Biblioteca Adir Gigliotti
A Biblioteca Adir Gigliotti foi uma importante instituição cultural e acervo bibliográfico público em Campinas, SP. Fundada em 2001, tornou-se um dos maiores acervos particulares da região. Gerida pela Associação Centro Auxiliar de Pesquisas Culturais (Cenapec), encerrou suas atividades em 2014 por falta de sustentabilidade financeira.
Pontos-chave
- Fundada em 2001 em Campinas, SP, a Biblioteca Adir Gigliotti abriu um acervo particular ao público.
- O acervo foi formado ao longo de cinco décadas pelo juiz e poeta Alcy Gigliotti.
- A biblioteca promovia cursos, oficinas e eventos, além do empréstimo de livros.
- Fechou em 2014 devido à insustentabilidade financeira, após a morte de seu fundador.
- O acervo de 55 mil volumes foi destinado a doação para outras instituições.
A trajetória da Biblioteca Adir Gigliotti, desde sua fundação até seu encerramento.
Origem e Fundação
O acervo da biblioteca foi construído ao longo de cinco décadas pelo juiz e poeta Alcy Gigliotti.
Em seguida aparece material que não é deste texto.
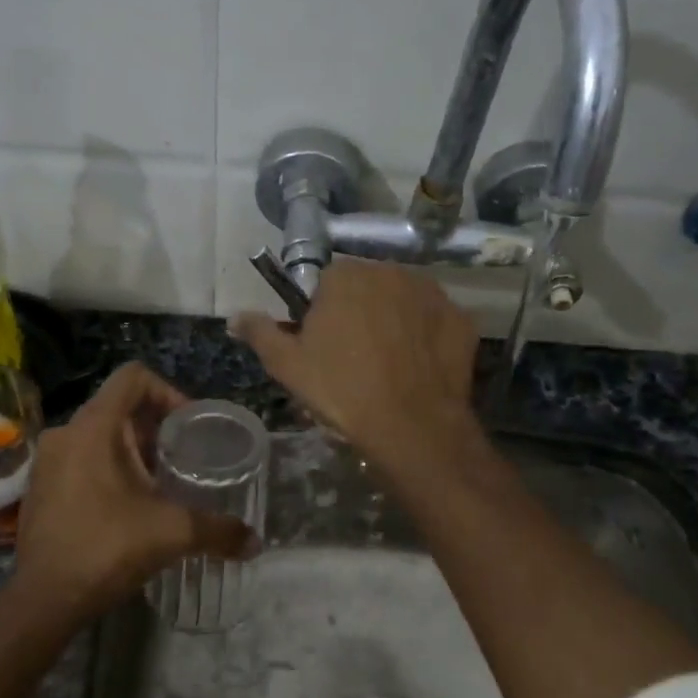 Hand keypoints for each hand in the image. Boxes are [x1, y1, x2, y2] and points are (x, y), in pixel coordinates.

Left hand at [13, 363, 255, 620]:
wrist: (43, 600)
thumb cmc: (106, 548)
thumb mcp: (172, 533)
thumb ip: (218, 530)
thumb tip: (255, 542)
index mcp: (94, 426)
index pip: (134, 377)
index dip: (169, 392)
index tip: (190, 426)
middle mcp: (66, 432)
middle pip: (119, 406)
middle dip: (156, 428)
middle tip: (184, 458)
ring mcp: (48, 460)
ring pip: (100, 434)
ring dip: (133, 450)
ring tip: (160, 483)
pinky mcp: (40, 486)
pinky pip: (81, 458)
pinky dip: (108, 468)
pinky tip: (128, 506)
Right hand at [232, 258, 478, 469]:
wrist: (412, 426)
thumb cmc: (342, 391)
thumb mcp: (288, 366)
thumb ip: (260, 333)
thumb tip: (236, 316)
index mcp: (346, 276)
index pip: (326, 282)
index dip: (322, 312)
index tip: (323, 344)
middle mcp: (391, 271)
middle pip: (367, 287)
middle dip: (359, 312)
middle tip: (353, 356)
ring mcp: (432, 293)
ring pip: (403, 300)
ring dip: (394, 320)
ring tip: (389, 364)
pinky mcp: (461, 319)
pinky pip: (435, 321)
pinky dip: (426, 337)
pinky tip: (418, 368) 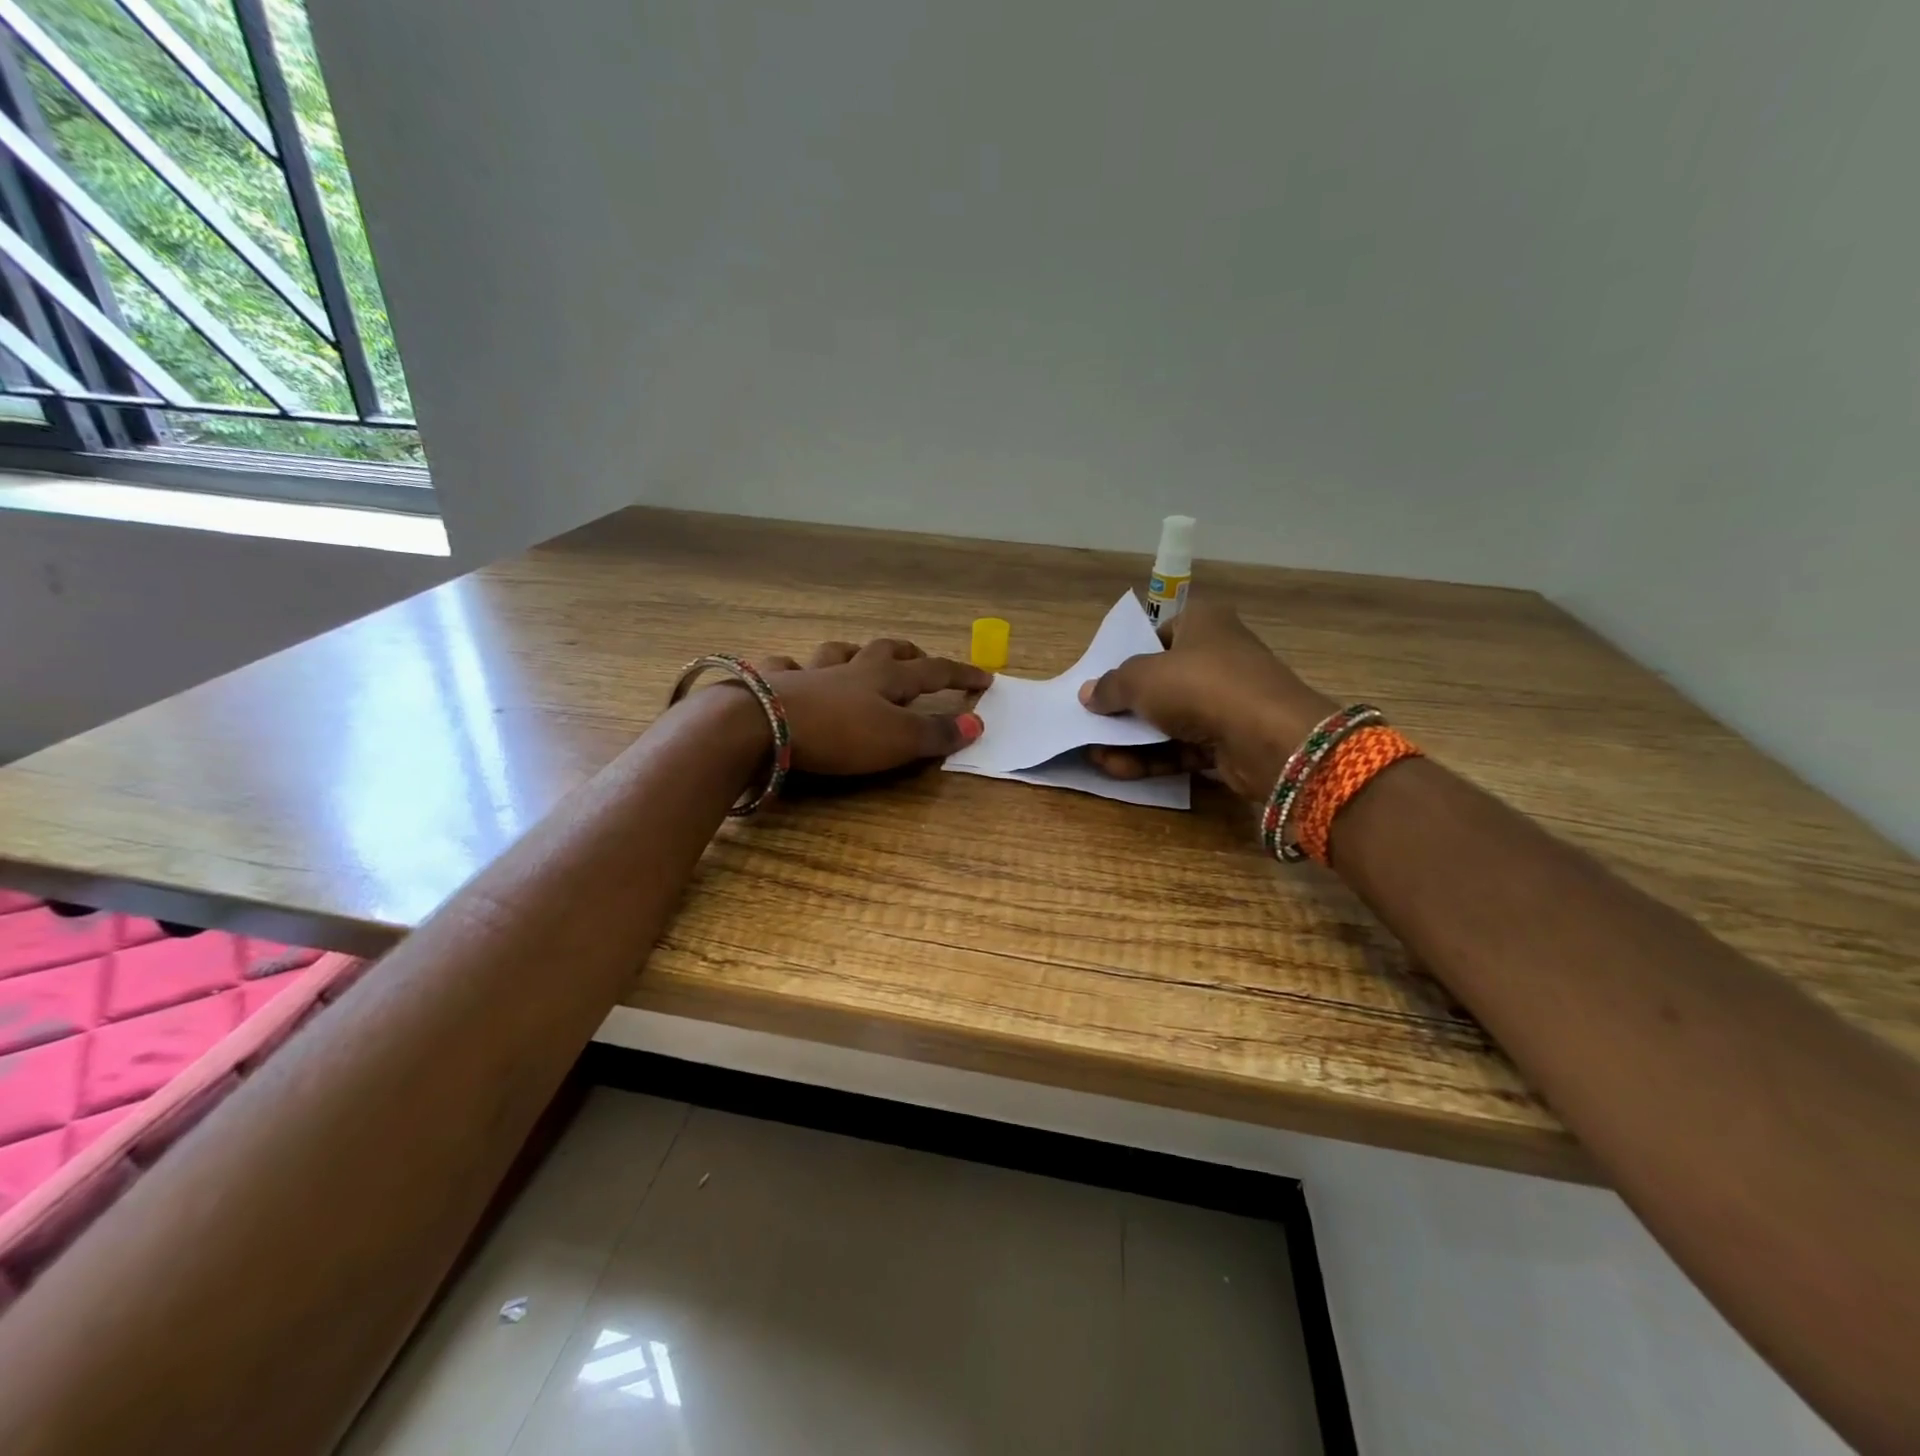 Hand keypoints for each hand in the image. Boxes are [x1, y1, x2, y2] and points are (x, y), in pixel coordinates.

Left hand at [753, 637, 988, 775]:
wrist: (763, 725)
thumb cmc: (839, 734)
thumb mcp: (897, 740)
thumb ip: (936, 733)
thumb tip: (977, 722)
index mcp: (884, 679)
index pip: (933, 672)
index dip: (960, 674)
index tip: (985, 678)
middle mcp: (849, 668)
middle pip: (885, 651)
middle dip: (907, 653)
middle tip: (919, 657)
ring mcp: (809, 672)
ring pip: (837, 653)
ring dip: (853, 653)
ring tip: (858, 658)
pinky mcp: (774, 684)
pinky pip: (785, 667)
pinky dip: (793, 668)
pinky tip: (791, 672)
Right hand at [1078, 599, 1334, 802]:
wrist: (1268, 738)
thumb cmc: (1200, 686)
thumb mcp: (1140, 679)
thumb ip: (1110, 686)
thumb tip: (1088, 694)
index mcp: (1203, 623)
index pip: (1158, 635)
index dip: (1128, 657)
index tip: (1101, 682)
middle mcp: (1218, 657)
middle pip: (1160, 682)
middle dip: (1124, 707)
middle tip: (1091, 724)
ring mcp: (1226, 701)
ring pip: (1168, 719)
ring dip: (1130, 739)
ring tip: (1095, 755)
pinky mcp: (1229, 740)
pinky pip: (1181, 747)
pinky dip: (1151, 758)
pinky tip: (1118, 769)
Inicialmente uma coleção particular, foi aberta ao público em 2001 com o propósito de democratizar o acesso à cultura. A instituição recebeu o nome de Adir Gigliotti, irmão de Alcy, um jornalista e publicitário influente em Campinas, falecido em 1991. Para viabilizar a operação, a família Gigliotti e voluntários criaram a Cenapec (Associação Centro Auxiliar de Pesquisas Culturais), reconhecida como de Utilidade Pública pela Prefeitura de Campinas e certificada como Ponto de Cultura pelo Governo Federal. Durante seu funcionamento, a biblioteca oferecia mais do que empréstimo de livros, promovendo cursos, oficinas, concursos literários e eventos artísticos para a comunidade, com foco nos bairros Taquaral e, posteriormente, Chácara da Barra.
Desafios e Encerramento
Após o falecimento de Alcy Gigliotti em 2007, a sustentabilidade financeira da biblioteca tornou-se um desafio, dependendo majoritariamente dos recursos da família, especialmente da pensão de sua viúva, Maria Lair. Projetos aprovados em editais como o ProAC e o Fundo de Investimentos Culturais de Campinas (FICC) não foram suficientes. As receitas de cursos e doações cobriam menos de 25% dos custos fixos mensais, que somavam cerca de R$ 9 mil. Em abril de 2014, a biblioteca anunciou o fim de suas atividades por inviabilidade financeira e a necessidade de desocupar o imóvel alugado. O acervo de 55 mil volumes foi embalado para doação a outras instituições, universidades e bibliotecas públicas, após tentativas frustradas de obter um espaço próprio através de parcerias com o poder público.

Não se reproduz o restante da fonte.